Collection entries
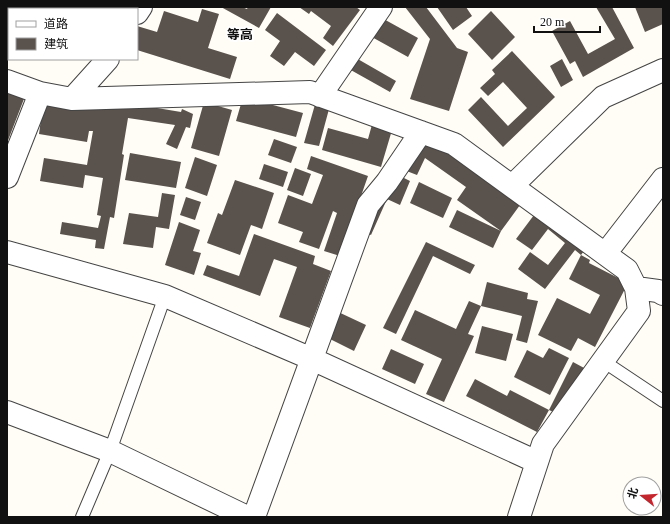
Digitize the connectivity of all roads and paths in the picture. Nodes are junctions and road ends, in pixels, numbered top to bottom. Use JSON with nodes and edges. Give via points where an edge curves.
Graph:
{"nodes":[{"id":1,"x":382,"y":7,"type":"edge"},
{"id":2,"x":107,"y":60,"type":"edge"},
{"id":3,"x":663,"y":70,"type":"edge"},
{"id":4,"x":7,"y":81,"type":"edge"},
{"id":5,"x":40,"y":94,"type":"junction"},
{"id":6,"x":320,"y":96,"type":"junction"},
{"id":7,"x":72,"y":99,"type":"junction"},
{"id":8,"x":421,"y":132,"type":"junction"},
{"id":9,"x":7,"y":177,"type":"edge"},
{"id":10,"x":663,"y":179,"type":"edge"},
{"id":11,"x":512,"y":186,"type":"junction"},
{"id":12,"x":7,"y":252,"type":"edge"},
{"id":13,"x":605,"y":254,"type":"junction"},
{"id":14,"x":636,"y":288,"type":"junction"},
{"id":15,"x":663,"y":294,"type":"edge"},
{"id":16,"x":165,"y":296,"type":"junction"},
{"id":17,"x":312,"y":359,"type":"junction"},
{"id":18,"x":603,"y":361,"type":"junction"},
{"id":19,"x":663,"y":401,"type":"edge"},
{"id":20,"x":7,"y":412,"type":"edge"},
{"id":21,"x":110,"y":451,"type":"junction"},
{"id":22,"x":537,"y":462,"type":"junction"},
{"id":23,"x":82,"y":517,"type":"edge"},
{"id":24,"x":247,"y":517,"type":"edge"},
{"id":25,"x":254,"y":517,"type":"edge"},
{"id":26,"x":519,"y":517,"type":"edge"}],
"edges":[{"from":1,"to":6,"type":"street"},
{"from":2,"to":7,"type":"street"},
{"from":3,"to":11,"type":"street","via":[[603,97]]},
{"from":4,"to":5,"type":"street"},
{"from":5,"to":7,"type":"street"},
{"from":5,"to":9,"type":"street"},
{"from":6,"to":7,"type":"street","via":[[310,92]]},
{"from":6,"to":8,"type":"street"},
{"from":8,"to":11,"type":"street","via":[[454,144]]},
{"from":8,"to":17,"type":"street","via":[[368,205]]},
{"from":10,"to":13,"type":"street"},
{"from":11,"to":13,"type":"street"},
{"from":12,"to":16,"type":"street"},
{"from":13,"to":14,"type":"street","via":[[627,270]]},
{"from":14,"to":15,"type":"street"},
{"from":14,"to":18,"type":"street","via":[[639,311]]},
{"from":16,"to":17,"type":"street"},
{"from":16,"to":21,"type":"lane"},
{"from":17,"to":22,"type":"street"},
{"from":17,"to":25,"type":"street"},
{"from":18,"to":19,"type":"lane"},
{"from":18,"to":22,"type":"street","via":[[543,444]]},
{"from":20,"to":21,"type":"street"},
{"from":21,"to":23,"type":"lane"},
{"from":21,"to":24,"type":"street"},
{"from":22,"to":26,"type":"street"}]}
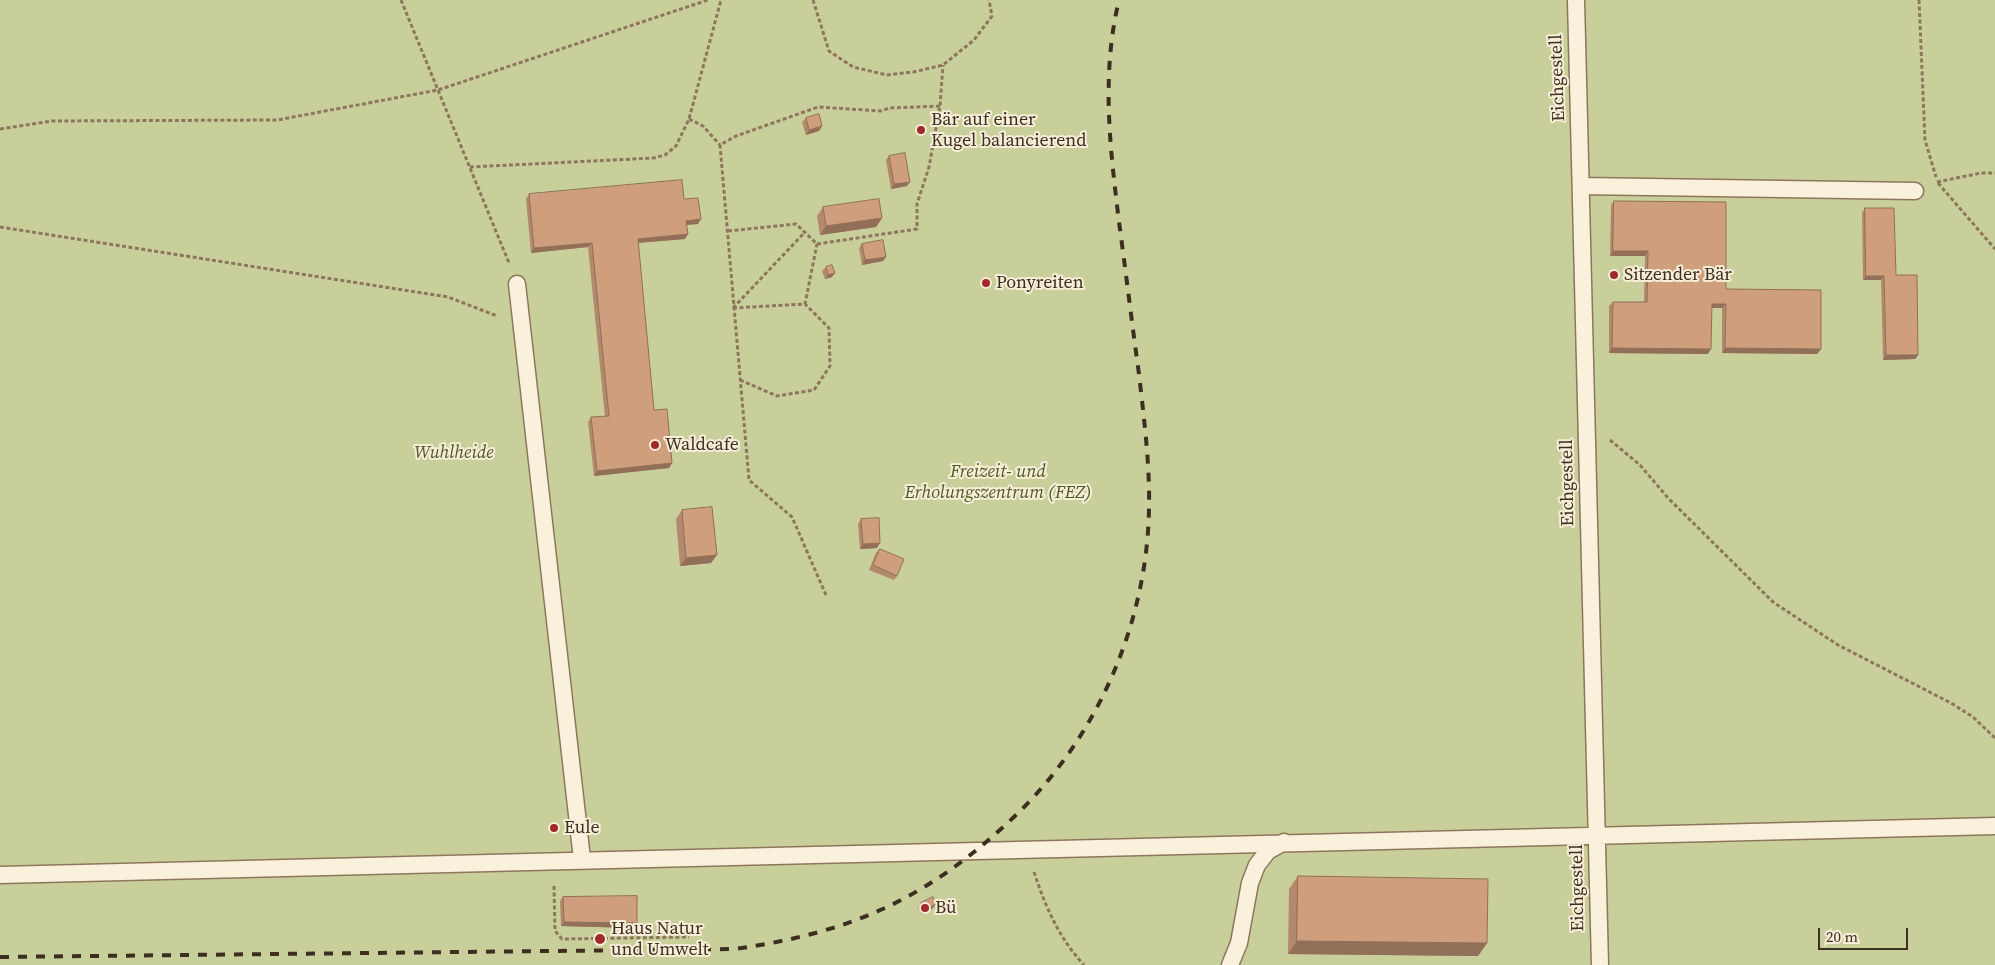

**What to work on:** The word "nodes" appears in some lines above. Return every one of those lines.

**Task result:**
Digitize the connectivity of all roads and paths in the picture. Nodes are junctions and road ends, in pixels, numbered top to bottom. Use JSON with nodes and edges. Give via points where an edge curves.
{"nodes":[{"id":1,"x":382,"y":7,"type":"edge"},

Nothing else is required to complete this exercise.